伊藤忠商事(株)(読み)いとうちゅうしょうじ

日本大百科全書(ニッポニカ) 「伊藤忠商事(株)」の意味・わかりやすい解説

伊藤忠商事(株)
いとうちゅうしょうじ

日本の総合商社。世界63か国に約110以上の拠点をもち、繊維、機械、金属、エネルギー、化学、食料、住生活資材、情報、金融分野で広範なビジネスを展開している。中国最大の国有複合企業CITIC(シティック)(中国中信集団)に出資・提携するなど中国ビジネスに強みをもつ。コンビニエンス・ストアのファミリーマート、青果事業のドール・インターナショナルホールディングス、卸・物流の日本アクセス、食品のプリマハム、外車販売のヤナセ信販オリエントコーポレーション、リースの東京センチュリーなどの事業会社に投資し、子会社化している。旧第一勧業銀行(現、みずほ銀行)を中心とする企業グループ「三金会(さんきんかい)」の中核メンバーである。

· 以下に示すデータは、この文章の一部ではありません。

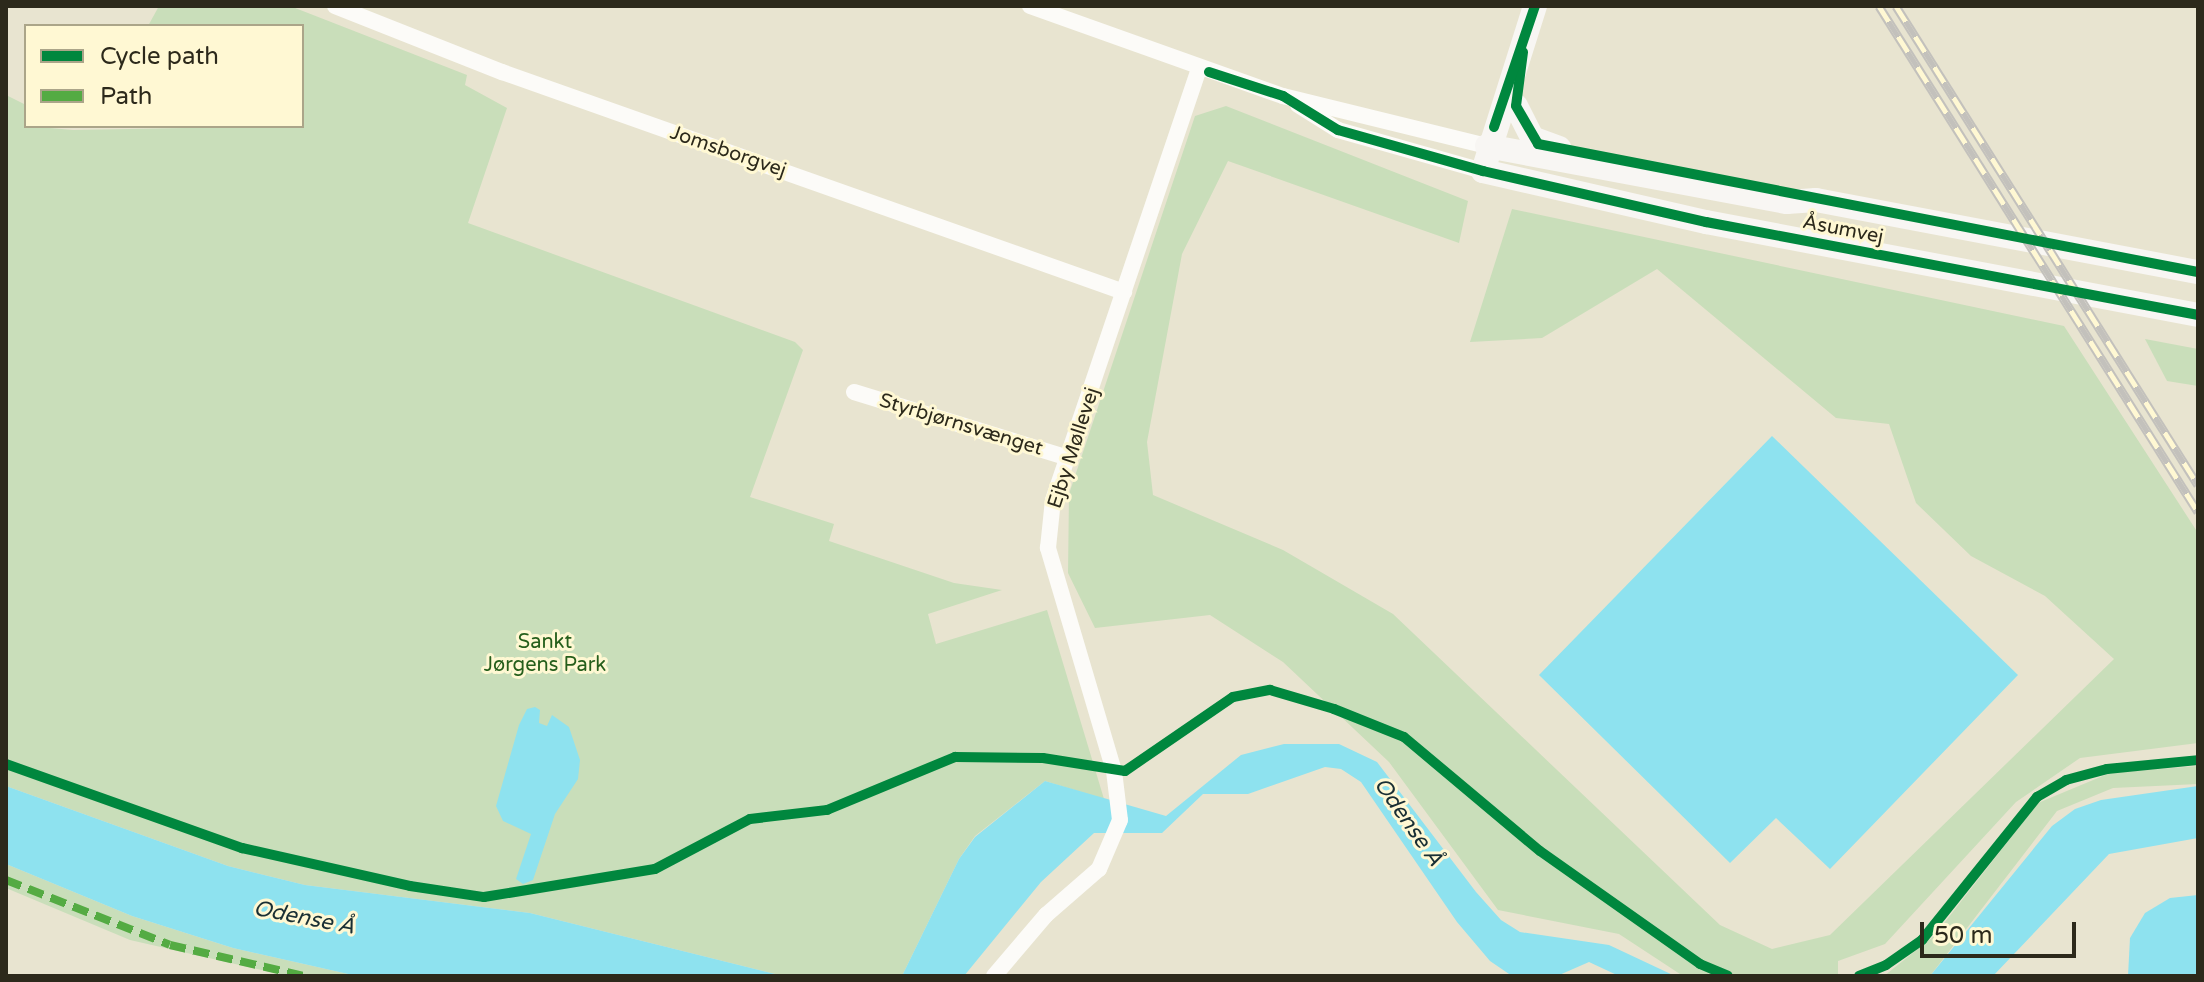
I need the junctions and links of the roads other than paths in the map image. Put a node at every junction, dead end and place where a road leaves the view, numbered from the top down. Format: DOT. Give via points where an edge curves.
graph roads {
  1 [pos="335,6"];
  2 [pos="1030,6"];
  3 [pos="1535,6"];
  4 [pos="1523,52"];
  5 [pos="1199,69"];
  6 [pos="1283,96"];
  7 [pos="1516,106"];
  8 [pos="1497,148"];
  9 [pos="1491,172"];
  10 [pos="1816,200"];
  11 [pos="2198,272"];
  12 [pos="1124,292"];
  13 [pos="2198,315"];
  14 [pos="854,392"];
  15 [pos="1068,458"];
  16 [pos="994,976"];
  1 -- 12 [label="street, Jomsborgvej" via="517,77"];
  2 -- 5 [label="street"];
  3 -- 4 [label="street"];
  4 -- 7 [label="street"];
  4 -- 8 [label="street"];
  5 -- 6 [label="street"];
  5 -- 12 [label="street, Ejby Møllevej"];
  6 -- 8 [label="street"];
  6 -- 9 [label="street" via="1338,130"];
  7 -- 8 [label="street"];
  7 -- 10 [label="street" via="1538,144"];
  8 -- 9 [label="street"];
  8 -- 10 [label="street, Åsumvej" via="1787,202"];
  9 -- 13 [label="street, Åsumvej" via="1993,278"];
  10 -- 11 [label="street, Åsumvej"];
  12 -- 15 [label="street, Ejby Møllevej"];
  14 -- 15 [label="street, Styrbjørnsvænget"];
  15 -- 16 [label="street, Ejby Møllevej" via="1053,500 1048,548 1120,803 1116,840 1099,869 1046,915"];
}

 1858年(安政5)近江(おうみ)出身の初代伊藤忠兵衛(1842―1903)が始めた麻布類の卸売業を源流とする。1872年(明治5)に呉服太物(ふともの)商「紅忠(べんちゅう)」を大阪に出店し、1914年(大正3)に伊藤合名会社を設立した。第一次世界大戦期に国内取引が著しく伸びたため、1918年、営業部門を伊藤忠と伊藤忠商店(後の丸紅(まるべに))に分割した。第二次世界大戦時に両社は合併して三興(さんこう)、さらに大建産業となったが、戦後過度経済力集中排除法により伊藤忠商事、丸紅、呉羽(くれは)紡績(のち東洋紡績に吸収)、尼崎製釘(あまがさきせいてい)所(現、アマテイ)の4社に分割され、1949年(昭和24)に伊藤忠商事として再発足した。戦前は多くの紡織会社を傘下にもつ繊維財閥であったが、戦後は高度成長の波に乗り、食料、金属、エネルギー、情報、金融分野に進出し総合商社へ脱皮した。1977年には破綻(はたん)した総合商社の安宅(あたか)産業を吸収合併した。しかしバブル経済期に不動産投資へ傾斜して多額の不良資産を抱え、この処理のため1990年代後半に約6000億円の損失を計上し、希望退職を募るなど経営危機に陥った。ただ、この時期からコンビニなど非資源分野への事業投資を積極的に拡大。海外では中国のCITICだけでなく、タイの企業集団チャロン・ポカパングループとも提携し、中国・アジアでの事業基盤を強化した。東京(港区北青山)と大阪(大阪市北区梅田)の2本社制をとる。資本金2534億4800万円。みずほ銀行を主力取引行としている。連結売上高11兆6004億円、単体従業員4352人(2019)。